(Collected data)
§ §
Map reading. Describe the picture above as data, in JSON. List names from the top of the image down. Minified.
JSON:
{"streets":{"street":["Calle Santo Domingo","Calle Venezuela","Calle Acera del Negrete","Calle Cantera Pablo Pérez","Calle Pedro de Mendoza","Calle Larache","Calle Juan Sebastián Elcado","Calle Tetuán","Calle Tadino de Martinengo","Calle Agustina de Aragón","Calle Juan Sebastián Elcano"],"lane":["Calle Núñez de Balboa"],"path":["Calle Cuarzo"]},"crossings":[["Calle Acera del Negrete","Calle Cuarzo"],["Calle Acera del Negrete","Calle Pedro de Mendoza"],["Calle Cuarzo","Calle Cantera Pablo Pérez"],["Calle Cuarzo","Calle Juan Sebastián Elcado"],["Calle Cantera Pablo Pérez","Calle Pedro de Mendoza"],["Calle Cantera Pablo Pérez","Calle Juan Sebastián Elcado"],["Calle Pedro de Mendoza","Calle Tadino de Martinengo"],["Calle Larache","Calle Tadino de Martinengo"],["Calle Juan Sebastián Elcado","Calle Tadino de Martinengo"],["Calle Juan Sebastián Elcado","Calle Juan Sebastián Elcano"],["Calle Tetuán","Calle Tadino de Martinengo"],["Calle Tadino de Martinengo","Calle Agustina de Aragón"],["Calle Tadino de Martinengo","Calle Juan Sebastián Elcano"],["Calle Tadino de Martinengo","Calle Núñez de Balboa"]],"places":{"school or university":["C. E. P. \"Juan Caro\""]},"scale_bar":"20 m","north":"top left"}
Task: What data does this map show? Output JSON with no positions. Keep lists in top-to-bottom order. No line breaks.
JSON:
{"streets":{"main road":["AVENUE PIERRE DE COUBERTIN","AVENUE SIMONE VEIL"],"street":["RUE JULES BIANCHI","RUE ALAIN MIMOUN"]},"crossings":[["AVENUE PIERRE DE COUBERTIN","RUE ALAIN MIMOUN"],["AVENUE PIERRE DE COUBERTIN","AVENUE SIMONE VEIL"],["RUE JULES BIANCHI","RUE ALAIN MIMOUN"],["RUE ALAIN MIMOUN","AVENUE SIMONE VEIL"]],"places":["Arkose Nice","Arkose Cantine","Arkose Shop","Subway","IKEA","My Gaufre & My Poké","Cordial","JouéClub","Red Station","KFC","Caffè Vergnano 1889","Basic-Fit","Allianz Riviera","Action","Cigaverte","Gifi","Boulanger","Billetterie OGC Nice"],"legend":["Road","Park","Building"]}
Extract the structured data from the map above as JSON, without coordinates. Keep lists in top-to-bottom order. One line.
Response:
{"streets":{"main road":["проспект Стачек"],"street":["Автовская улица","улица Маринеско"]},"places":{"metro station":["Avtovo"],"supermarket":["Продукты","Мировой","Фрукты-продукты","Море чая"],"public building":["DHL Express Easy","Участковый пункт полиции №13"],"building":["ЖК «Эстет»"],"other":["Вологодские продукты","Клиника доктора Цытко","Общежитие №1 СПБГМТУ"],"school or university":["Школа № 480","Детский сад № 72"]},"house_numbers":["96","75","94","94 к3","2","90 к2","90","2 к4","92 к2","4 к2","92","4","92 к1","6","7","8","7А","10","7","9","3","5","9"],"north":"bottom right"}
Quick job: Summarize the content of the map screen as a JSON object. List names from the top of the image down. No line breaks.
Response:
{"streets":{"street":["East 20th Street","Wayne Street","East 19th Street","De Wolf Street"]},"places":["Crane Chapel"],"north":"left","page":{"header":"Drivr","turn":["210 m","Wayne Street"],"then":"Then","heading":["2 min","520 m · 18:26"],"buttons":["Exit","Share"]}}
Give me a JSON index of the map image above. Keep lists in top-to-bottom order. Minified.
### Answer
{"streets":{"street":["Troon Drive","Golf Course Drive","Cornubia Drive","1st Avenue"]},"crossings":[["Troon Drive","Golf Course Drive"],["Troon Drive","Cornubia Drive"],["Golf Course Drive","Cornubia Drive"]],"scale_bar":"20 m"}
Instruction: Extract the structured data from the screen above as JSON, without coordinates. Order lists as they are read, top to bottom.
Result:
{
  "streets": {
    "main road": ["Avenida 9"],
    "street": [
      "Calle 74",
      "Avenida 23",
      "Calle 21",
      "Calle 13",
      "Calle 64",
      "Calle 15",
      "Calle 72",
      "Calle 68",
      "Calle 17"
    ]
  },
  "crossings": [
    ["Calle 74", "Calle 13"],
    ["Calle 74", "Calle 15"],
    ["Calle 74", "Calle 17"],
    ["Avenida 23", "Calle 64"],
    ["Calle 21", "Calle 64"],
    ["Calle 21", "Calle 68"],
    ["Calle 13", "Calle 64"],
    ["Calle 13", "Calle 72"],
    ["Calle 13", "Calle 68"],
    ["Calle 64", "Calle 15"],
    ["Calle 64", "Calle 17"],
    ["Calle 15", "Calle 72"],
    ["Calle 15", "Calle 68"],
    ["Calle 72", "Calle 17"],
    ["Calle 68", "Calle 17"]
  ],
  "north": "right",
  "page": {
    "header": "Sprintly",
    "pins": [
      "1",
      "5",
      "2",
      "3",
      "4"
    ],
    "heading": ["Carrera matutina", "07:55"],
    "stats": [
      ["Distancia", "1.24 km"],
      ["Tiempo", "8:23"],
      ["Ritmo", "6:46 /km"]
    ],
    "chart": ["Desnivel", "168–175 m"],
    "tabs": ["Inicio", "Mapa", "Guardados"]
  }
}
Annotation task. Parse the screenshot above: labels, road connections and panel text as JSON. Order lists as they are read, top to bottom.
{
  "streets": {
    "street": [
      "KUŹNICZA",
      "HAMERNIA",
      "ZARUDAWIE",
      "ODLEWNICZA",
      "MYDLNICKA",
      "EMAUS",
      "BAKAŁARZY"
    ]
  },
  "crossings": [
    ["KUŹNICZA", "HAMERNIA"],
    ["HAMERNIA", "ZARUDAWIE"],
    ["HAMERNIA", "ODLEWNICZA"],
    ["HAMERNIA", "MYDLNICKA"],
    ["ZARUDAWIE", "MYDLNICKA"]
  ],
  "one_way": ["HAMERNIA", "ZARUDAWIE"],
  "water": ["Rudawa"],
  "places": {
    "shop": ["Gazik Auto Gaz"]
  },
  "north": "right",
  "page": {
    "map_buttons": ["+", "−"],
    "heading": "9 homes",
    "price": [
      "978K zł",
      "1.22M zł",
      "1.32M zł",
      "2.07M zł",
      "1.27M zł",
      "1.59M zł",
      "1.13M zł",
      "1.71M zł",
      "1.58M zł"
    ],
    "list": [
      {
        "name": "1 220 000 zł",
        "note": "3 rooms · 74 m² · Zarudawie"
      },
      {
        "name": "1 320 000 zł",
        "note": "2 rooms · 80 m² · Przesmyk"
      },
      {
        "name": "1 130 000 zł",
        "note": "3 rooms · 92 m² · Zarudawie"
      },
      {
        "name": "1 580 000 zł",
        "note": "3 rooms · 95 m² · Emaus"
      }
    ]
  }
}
§ §
TASK INSTRUCTIONS:
Give again, exactly as written, every line from the first one above through the line that has "Task: What data" in it.

ANSWER TO THIS EXERCISE:
Map reading. Describe the picture above as data, in JSON. List names from the top of the image down. Minified.
JSON:
{"streets":{"street":["Calle Santo Domingo","Calle Venezuela","Calle Acera del Negrete","Calle Cantera Pablo Pérez","Calle Pedro de Mendoza","Calle Larache","Calle Juan Sebastián Elcado","Calle Tetuán","Calle Tadino de Martinengo","Calle Agustina de Aragón","Calle Juan Sebastián Elcano"],"lane":["Calle Núñez de Balboa"],"path":["Calle Cuarzo"]},"crossings":[["Calle Acera del Negrete","Calle Cuarzo"],["Calle Acera del Negrete","Calle Pedro de Mendoza"],["Calle Cuarzo","Calle Cantera Pablo Pérez"],["Calle Cuarzo","Calle Juan Sebastián Elcado"],["Calle Cantera Pablo Pérez","Calle Pedro de Mendoza"],["Calle Cantera Pablo Pérez","Calle Juan Sebastián Elcado"],["Calle Pedro de Mendoza","Calle Tadino de Martinengo"],["Calle Larache","Calle Tadino de Martinengo"],["Calle Juan Sebastián Elcado","Calle Tadino de Martinengo"],["Calle Juan Sebastián Elcado","Calle Juan Sebastián Elcano"],["Calle Tetuán","Calle Tadino de Martinengo"],["Calle Tadino de Martinengo","Calle Agustina de Aragón"],["Calle Tadino de Martinengo","Calle Juan Sebastián Elcano"],["Calle Tadino de Martinengo","Calle Núñez de Balboa"]],"places":{"school or university":["C. E. P. \"Juan Caro\""]},"scale_bar":"20 m","north":"top left"}
Task: What data does this map show? Output JSON with no positions. Keep lists in top-to-bottom order. No line breaks.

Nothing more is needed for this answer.